Count the lines in the records below that contain the word "roads", and reply with only that number.

▸ **RECORDS FOR THIS EXERCISE**:
::::
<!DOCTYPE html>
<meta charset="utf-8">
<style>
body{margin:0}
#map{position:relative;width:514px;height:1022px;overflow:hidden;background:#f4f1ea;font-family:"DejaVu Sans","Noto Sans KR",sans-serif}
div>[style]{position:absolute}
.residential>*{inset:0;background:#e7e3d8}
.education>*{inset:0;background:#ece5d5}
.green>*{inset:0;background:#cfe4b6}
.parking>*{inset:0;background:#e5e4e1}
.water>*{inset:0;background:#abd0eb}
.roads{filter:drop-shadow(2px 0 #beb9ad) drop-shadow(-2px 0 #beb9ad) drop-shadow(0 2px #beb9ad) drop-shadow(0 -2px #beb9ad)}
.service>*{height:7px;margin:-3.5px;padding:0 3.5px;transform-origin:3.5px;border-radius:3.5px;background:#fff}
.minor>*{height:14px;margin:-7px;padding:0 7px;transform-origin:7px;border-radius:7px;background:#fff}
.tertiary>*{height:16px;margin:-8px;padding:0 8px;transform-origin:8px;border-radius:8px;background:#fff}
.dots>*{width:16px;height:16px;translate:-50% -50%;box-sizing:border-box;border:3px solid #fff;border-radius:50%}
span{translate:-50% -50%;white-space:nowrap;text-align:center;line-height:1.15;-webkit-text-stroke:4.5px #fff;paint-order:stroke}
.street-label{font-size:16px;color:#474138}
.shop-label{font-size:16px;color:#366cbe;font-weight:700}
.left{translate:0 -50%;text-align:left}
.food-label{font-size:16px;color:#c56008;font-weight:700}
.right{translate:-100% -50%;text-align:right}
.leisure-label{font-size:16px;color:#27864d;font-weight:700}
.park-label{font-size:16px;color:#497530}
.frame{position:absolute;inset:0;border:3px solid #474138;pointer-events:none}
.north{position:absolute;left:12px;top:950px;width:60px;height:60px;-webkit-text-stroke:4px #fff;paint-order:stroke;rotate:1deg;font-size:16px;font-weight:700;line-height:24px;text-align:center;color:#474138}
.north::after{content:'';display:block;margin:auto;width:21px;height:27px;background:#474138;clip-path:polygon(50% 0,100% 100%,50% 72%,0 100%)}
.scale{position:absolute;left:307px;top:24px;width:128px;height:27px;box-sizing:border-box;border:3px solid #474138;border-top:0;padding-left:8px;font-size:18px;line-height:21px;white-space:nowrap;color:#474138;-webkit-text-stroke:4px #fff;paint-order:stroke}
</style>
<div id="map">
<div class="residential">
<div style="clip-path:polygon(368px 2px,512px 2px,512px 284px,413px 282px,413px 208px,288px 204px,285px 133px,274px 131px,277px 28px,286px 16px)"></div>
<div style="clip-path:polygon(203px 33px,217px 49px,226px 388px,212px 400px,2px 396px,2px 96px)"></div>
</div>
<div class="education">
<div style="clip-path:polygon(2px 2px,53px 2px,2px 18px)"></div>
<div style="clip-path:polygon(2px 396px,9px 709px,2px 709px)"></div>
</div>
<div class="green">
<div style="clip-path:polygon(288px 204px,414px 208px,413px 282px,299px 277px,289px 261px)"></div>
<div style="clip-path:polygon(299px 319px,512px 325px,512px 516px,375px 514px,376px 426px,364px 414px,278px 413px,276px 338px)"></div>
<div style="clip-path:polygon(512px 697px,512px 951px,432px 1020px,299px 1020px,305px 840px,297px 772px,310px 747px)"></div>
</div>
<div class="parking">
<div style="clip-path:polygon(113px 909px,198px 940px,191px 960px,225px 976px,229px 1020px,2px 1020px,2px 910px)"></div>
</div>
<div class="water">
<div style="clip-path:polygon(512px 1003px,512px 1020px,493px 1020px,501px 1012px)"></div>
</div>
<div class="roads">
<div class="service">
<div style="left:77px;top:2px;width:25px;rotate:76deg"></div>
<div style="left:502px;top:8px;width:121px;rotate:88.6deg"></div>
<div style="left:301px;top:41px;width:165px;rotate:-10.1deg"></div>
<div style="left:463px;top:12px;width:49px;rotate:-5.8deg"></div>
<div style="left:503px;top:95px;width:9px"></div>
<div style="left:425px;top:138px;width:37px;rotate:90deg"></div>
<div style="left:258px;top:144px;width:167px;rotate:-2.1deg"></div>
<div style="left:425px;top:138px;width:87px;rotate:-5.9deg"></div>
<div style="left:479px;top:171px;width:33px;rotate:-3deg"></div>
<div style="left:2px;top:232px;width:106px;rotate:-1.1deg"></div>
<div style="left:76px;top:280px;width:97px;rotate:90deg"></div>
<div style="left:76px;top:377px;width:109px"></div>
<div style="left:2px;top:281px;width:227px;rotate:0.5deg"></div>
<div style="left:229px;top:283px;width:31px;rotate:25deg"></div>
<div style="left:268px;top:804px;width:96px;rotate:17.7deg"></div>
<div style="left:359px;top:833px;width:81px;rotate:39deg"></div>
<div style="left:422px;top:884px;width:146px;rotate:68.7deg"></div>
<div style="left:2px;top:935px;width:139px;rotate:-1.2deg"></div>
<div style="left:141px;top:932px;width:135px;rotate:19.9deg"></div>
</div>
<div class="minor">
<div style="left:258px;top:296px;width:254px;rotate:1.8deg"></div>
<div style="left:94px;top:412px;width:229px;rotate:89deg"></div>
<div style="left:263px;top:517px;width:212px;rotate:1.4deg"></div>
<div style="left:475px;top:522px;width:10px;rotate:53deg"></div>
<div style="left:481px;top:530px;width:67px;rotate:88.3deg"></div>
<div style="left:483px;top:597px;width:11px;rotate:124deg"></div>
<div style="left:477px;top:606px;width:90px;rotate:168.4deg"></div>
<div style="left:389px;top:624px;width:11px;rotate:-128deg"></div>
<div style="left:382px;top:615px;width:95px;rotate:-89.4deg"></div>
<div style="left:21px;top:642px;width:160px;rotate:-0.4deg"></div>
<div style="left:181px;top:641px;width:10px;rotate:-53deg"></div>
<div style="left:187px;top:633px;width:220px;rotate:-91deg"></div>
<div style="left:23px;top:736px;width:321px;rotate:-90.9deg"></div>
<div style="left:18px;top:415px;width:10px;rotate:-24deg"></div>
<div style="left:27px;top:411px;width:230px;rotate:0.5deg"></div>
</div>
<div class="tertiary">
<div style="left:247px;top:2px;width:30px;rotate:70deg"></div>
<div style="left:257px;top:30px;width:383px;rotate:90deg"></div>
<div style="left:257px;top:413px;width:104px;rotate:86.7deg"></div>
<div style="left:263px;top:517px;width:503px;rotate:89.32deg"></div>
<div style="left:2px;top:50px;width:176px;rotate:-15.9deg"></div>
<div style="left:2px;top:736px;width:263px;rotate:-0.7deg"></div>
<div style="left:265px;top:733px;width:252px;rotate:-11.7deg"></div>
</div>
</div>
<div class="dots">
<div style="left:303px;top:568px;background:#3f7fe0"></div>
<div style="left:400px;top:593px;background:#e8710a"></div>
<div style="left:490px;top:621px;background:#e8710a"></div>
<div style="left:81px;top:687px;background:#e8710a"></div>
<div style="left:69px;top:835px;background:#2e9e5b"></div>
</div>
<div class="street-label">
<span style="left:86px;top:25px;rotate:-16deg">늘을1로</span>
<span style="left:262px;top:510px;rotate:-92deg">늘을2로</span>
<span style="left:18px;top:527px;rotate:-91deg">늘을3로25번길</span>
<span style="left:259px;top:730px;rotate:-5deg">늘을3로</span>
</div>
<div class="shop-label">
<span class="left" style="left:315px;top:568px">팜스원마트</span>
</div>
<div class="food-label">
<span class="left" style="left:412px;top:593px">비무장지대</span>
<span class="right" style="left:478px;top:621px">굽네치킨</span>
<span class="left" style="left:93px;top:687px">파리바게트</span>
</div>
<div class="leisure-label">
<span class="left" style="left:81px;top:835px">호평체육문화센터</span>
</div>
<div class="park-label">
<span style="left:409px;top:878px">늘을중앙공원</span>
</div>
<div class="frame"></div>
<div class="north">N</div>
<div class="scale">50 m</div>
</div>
::::
▸ **RESPONSE FOR THIS EXERCISE**: 2